Bulgarian rhythmic gymnast (born 1994)

Elena Todorova (Елена Тодорова; born 1 July 1994) is a Bulgarian retired group rhythmic gymnast. She competed at the 2012 Summer Olympics and won several medals at the World and European championships.

== Personal life ==
Todorova was born in Targovishte. She was given a pet rabbit by her teammates for her 17th birthday in 2011, and she admired Ukrainian gymnast Anna Bessonova.

==Career==
Todorova began rhythmic gymnastics in her hometown when she was four years old. She continued training in Targovishte until she was 11, when she transferred to the Levski club.

In 2007, she competed as part of the junior group at the European Championships, where she was the reserve gymnast for both routines. The Bulgarian group won silver in the 10 clubs final.

In the 2009 season, junior groups only competed with 5 ribbons. In April, Todorova competed with the junior group at the International Tournament in Portimão, where they won bronze in the final. She was a starting member at the 2009 European Championships, where the Bulgarian junior group qualified in third but finished in 6th in the final.

At the 2010 European Championships, Todorova competed as a member of the senior group. She was a starting member for the 5 hoops routine and reserve for the mixed apparatus routine. The Bulgarian group finished 6th in the all-around and reached both apparatus finals. Later in the year, they were 5th in the all-around at the World Championships and won bronze in the 5 hoops final.

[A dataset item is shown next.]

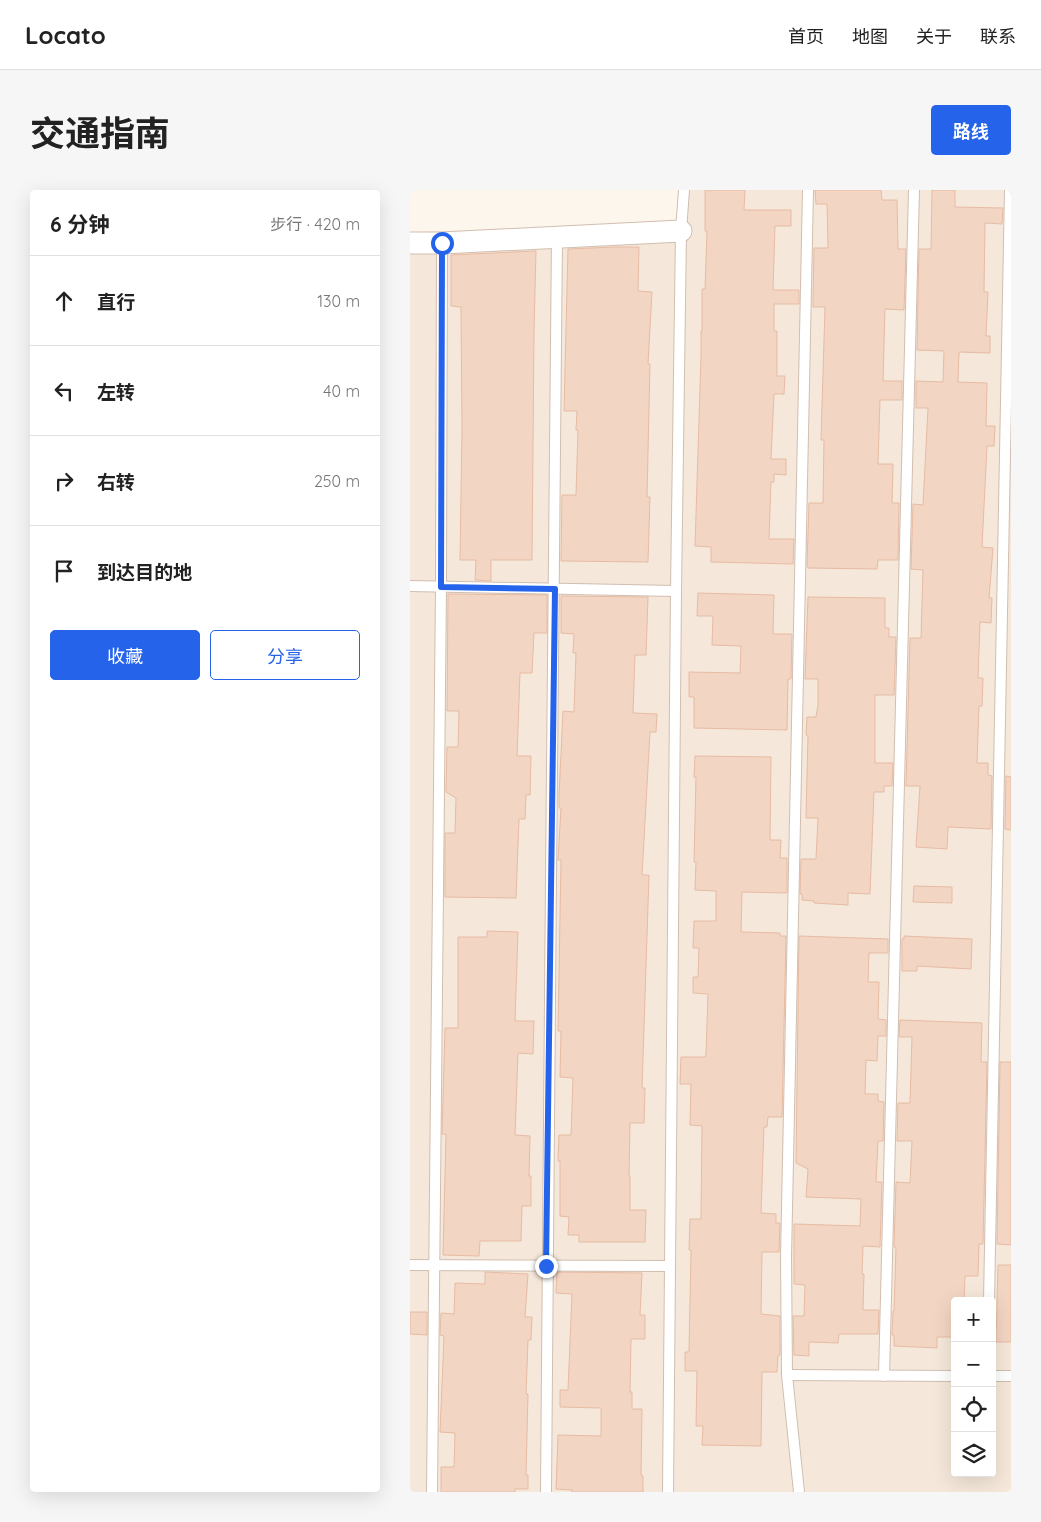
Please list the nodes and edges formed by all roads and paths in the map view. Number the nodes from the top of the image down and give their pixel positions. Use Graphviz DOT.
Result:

In 2011, there was no senior group competition at the European Championships, but Todorova was part of the group at the 2011 World Championships. They won bronze in the all-around as well as with 5 balls, and they won gold in the mixed apparatus final.

The next year, Todorova competed at the 2012 European Championships in June; despite being in pain from an old leg injury, she performed in both group routines. The Bulgarian group finished 4th in the all-around, and in the event finals, they won silver in the mixed apparatus routine and bronze with 5 balls. In August, at the 2012 Summer Olympics, the Bulgarian group qualified to the final in 4th place and finished the final in 6th.

Todorova, along with Katrin Velkova, was removed from the national group in March 2013.